• [Your instructions]:
Given the records below, transcribe each of them exactly.

• [Collected data entries]:
##########

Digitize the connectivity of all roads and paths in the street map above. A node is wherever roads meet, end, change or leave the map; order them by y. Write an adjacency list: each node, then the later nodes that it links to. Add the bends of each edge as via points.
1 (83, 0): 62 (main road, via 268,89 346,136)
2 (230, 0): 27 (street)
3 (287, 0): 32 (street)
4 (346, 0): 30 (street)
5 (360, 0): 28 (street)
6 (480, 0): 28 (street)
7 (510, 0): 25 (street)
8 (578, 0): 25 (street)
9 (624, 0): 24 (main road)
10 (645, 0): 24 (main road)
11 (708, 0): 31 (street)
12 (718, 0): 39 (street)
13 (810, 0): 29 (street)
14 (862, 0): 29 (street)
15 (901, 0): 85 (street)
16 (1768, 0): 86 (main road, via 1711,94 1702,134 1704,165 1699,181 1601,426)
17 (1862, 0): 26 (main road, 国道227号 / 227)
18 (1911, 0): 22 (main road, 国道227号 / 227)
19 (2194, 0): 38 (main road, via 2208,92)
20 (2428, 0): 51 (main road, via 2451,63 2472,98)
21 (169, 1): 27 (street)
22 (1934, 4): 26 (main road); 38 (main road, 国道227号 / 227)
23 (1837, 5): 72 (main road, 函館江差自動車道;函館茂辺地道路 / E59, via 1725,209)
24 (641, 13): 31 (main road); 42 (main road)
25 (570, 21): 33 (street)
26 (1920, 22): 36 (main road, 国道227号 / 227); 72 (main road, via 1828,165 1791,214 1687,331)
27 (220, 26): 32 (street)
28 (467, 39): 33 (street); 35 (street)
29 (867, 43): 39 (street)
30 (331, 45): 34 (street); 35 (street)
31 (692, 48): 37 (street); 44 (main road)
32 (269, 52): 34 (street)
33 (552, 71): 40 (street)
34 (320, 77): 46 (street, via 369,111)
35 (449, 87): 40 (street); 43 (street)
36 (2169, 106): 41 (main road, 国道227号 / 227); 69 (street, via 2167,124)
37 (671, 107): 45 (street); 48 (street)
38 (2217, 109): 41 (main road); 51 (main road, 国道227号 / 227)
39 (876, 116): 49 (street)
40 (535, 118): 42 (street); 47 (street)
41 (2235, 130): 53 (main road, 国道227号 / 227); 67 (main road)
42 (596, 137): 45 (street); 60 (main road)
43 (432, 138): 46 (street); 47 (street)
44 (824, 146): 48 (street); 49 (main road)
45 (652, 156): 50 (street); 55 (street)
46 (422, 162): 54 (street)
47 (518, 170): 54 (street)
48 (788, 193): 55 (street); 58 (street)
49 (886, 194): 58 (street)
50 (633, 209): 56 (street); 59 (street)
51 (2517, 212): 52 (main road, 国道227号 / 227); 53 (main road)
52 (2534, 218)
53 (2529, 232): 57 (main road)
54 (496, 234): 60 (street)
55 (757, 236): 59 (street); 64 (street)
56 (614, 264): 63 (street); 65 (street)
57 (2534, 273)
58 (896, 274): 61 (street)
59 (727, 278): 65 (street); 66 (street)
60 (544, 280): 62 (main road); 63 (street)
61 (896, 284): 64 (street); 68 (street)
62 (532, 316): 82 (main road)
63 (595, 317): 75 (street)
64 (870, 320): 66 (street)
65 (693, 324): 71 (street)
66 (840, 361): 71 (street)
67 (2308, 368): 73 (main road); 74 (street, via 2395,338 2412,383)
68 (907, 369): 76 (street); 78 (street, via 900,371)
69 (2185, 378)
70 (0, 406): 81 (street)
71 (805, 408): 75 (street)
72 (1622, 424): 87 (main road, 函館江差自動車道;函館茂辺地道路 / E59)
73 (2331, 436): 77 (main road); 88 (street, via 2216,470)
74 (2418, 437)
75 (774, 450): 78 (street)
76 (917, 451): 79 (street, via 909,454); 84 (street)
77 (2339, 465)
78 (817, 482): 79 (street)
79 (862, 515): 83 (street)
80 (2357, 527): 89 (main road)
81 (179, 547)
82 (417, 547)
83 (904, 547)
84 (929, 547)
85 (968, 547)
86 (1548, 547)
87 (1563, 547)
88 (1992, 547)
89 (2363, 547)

##########

• [Output below]:
Digitize the connectivity of all roads and paths in the street map above. A node is wherever roads meet, end, change or leave the map; order them by y. Write an adjacency list: each node, then the later nodes that it links to. Add the bends of each edge as via points.
1 (83, 0): 62 (main road, via 268,89 346,136)
2 (230, 0): 27 (street)
3 (287, 0): 32 (street)
4 (346, 0): 30 (street)
5 (360, 0): 28 (street)
6 (480, 0): 28 (street)
7 (510, 0): 25 (street)
8 (578, 0): 25 (street)
9 (624, 0): 24 (main road)
10 (645, 0): 24 (main road)
11 (708, 0): 31 (street)
12 (718, 0): 39 (street)
13 (810, 0): 29 (street)
14 (862, 0): 29 (street)
15 (901, 0): 85 (street)
16 (1768, 0): 86 (main road, via 1711,94 1702,134 1704,165 1699,181 1601,426)
17 (1862, 0): 26 (main road, 国道227号 / 227)
18 (1911, 0): 22 (main road, 国道227号 / 227)
19 (2194, 0): 38 (main road, via 2208,92)
20 (2428, 0): 51 (main road, via 2451,63 2472,98)
21 (169, 1): 27 (street)
22 (1934, 4): 26 (main road); 38 (main road, 国道227号 / 227)
23 (1837, 5): 72 (main road, 函館江差自動車道;函館茂辺地道路 / E59, via 1725,209)
24 (641, 13): 31 (main road); 42 (main road)
25 (570, 21): 33 (street)
26 (1920, 22): 36 (main road, 国道227号 / 227); 72 (main road, via 1828,165 1791,214 1687,331)
27 (220, 26): 32 (street)
28 (467, 39): 33 (street); 35 (street)
29 (867, 43): 39 (street)
30 (331, 45): 34 (street); 35 (street)
31 (692, 48): 37 (street); 44 (main road)
32 (269, 52): 34 (street)
33 (552, 71): 40 (street)
34 (320, 77): 46 (street, via 369,111)
35 (449, 87): 40 (street); 43 (street)
36 (2169, 106): 41 (main road, 国道227号 / 227); 69 (street, via 2167,124)
37 (671, 107): 45 (street); 48 (street)
38 (2217, 109): 41 (main road); 51 (main road, 国道227号 / 227)
39 (876, 116): 49 (street)
40 (535, 118): 42 (street); 47 (street)
41 (2235, 130): 53 (main road, 国道227号 / 227); 67 (main road)
42 (596, 137): 45 (street); 60 (main road)
43 (432, 138): 46 (street); 47 (street)
44 (824, 146): 48 (street); 49 (main road)
45 (652, 156): 50 (street); 55 (street)
46 (422, 162): 54 (street)
47 (518, 170): 54 (street)
48 (788, 193): 55 (street); 58 (street)
49 (886, 194): 58 (street)
50 (633, 209): 56 (street); 59 (street)
51 (2517, 212): 52 (main road, 国道227号 / 227); 53 (main road)
52 (2534, 218)
53 (2529, 232): 57 (main road)
54 (496, 234): 60 (street)
55 (757, 236): 59 (street); 64 (street)
56 (614, 264): 63 (street); 65 (street)
57 (2534, 273)
58 (896, 274): 61 (street)
59 (727, 278): 65 (street); 66 (street)
60 (544, 280): 62 (main road); 63 (street)
61 (896, 284): 64 (street); 68 (street)
62 (532, 316): 82 (main road)
63 (595, 317): 75 (street)
64 (870, 320): 66 (street)
65 (693, 324): 71 (street)
66 (840, 361): 71 (street)
67 (2308, 368): 73 (main road); 74 (street, via 2395,338 2412,383)
68 (907, 369): 76 (street); 78 (street, via 900,371)
69 (2185, 378)
70 (0, 406): 81 (street)
71 (805, 408): 75 (street)
72 (1622, 424): 87 (main road, 函館江差自動車道;函館茂辺地道路 / E59)
73 (2331, 436): 77 (main road); 88 (street, via 2216,470)
74 (2418, 437)
75 (774, 450): 78 (street)
76 (917, 451): 79 (street, via 909,454); 84 (street)
77 (2339, 465)
78 (817, 482): 79 (street)
79 (862, 515): 83 (street)
80 (2357, 527): 89 (main road)
81 (179, 547)
82 (417, 547)
83 (904, 547)
84 (929, 547)
85 (968, 547)
86 (1548, 547)
87 (1563, 547)
88 (1992, 547)
89 (2363, 547)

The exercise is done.